◆ WORK TO BE COMPLETED ◆
Make an exact transcription of the data below.
========
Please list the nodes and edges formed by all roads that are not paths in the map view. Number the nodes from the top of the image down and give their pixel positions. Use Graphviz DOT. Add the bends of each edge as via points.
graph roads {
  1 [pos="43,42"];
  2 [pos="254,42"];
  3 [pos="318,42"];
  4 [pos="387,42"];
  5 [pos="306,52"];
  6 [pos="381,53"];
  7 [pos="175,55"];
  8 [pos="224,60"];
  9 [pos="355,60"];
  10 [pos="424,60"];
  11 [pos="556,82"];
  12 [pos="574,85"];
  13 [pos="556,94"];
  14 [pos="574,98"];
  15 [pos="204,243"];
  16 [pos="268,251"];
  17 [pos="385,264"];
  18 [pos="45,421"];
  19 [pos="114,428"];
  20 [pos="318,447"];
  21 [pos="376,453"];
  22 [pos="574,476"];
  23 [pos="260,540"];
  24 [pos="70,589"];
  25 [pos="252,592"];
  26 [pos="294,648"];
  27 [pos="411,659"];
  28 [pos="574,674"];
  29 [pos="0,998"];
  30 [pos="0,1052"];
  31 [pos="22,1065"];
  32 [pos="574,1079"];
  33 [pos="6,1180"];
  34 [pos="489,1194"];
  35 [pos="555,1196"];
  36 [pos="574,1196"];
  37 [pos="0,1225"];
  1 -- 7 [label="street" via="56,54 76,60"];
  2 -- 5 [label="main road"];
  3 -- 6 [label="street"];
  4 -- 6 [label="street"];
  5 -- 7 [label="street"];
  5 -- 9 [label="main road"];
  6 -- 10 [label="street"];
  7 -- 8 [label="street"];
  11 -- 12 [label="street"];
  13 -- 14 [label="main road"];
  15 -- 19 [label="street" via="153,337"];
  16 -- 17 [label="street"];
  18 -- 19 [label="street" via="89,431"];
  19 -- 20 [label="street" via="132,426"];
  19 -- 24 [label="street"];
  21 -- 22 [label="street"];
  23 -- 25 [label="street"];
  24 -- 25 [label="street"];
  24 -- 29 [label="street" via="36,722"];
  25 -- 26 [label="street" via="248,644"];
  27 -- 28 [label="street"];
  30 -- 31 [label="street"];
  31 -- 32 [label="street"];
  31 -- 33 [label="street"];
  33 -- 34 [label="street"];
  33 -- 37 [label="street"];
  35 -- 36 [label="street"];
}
========
◆ ANSWER BOX ◆
Please list the nodes and edges formed by all roads that are not paths in the map view. Number the nodes from the top of the image down and give their pixel positions. Use Graphviz DOT. Add the bends of each edge as via points.
graph roads {
  1 [pos="43,42"];
  2 [pos="254,42"];
  3 [pos="318,42"];
  4 [pos="387,42"];
  5 [pos="306,52"];
  6 [pos="381,53"];
  7 [pos="175,55"];
  8 [pos="224,60"];
  9 [pos="355,60"];
  10 [pos="424,60"];
  11 [pos="556,82"];
  12 [pos="574,85"];
  13 [pos="556,94"];
  14 [pos="574,98"];
  15 [pos="204,243"];
  16 [pos="268,251"];
  17 [pos="385,264"];
  18 [pos="45,421"];
  19 [pos="114,428"];
  20 [pos="318,447"];
  21 [pos="376,453"];
  22 [pos="574,476"];
  23 [pos="260,540"];
  24 [pos="70,589"];
  25 [pos="252,592"];
  26 [pos="294,648"];
  27 [pos="411,659"];
  28 [pos="574,674"];
  29 [pos="0,998"];
  30 [pos="0,1052"];
  31 [pos="22,1065"];
  32 [pos="574,1079"];
  33 [pos="6,1180"];
  34 [pos="489,1194"];
  35 [pos="555,1196"];
  36 [pos="574,1196"];
  37 [pos="0,1225"];
  1 -- 7 [label="street" via="56,54 76,60"];
  2 -- 5 [label="main road"];
  3 -- 6 [label="street"];
  4 -- 6 [label="street"];
  5 -- 7 [label="street"];
  5 -- 9 [label="main road"];
  6 -- 10 [label="street"];
  7 -- 8 [label="street"];
  11 -- 12 [label="street"];
  13 -- 14 [label="main road"];
  15 -- 19 [label="street" via="153,337"];
  16 -- 17 [label="street"];
  18 -- 19 [label="street" via="89,431"];
  19 -- 20 [label="street" via="132,426"];
  19 -- 24 [label="street"];
  21 -- 22 [label="street"];
  23 -- 25 [label="street"];
  24 -- 25 [label="street"];
  24 -- 29 [label="street" via="36,722"];
  25 -- 26 [label="street" via="248,644"];
  27 -- 28 [label="street"];
  30 -- 31 [label="street"];
  31 -- 32 [label="street"];
  31 -- 33 [label="street"];
  33 -- 34 [label="street"];
  33 -- 37 [label="street"];
  35 -- 36 [label="street"];
}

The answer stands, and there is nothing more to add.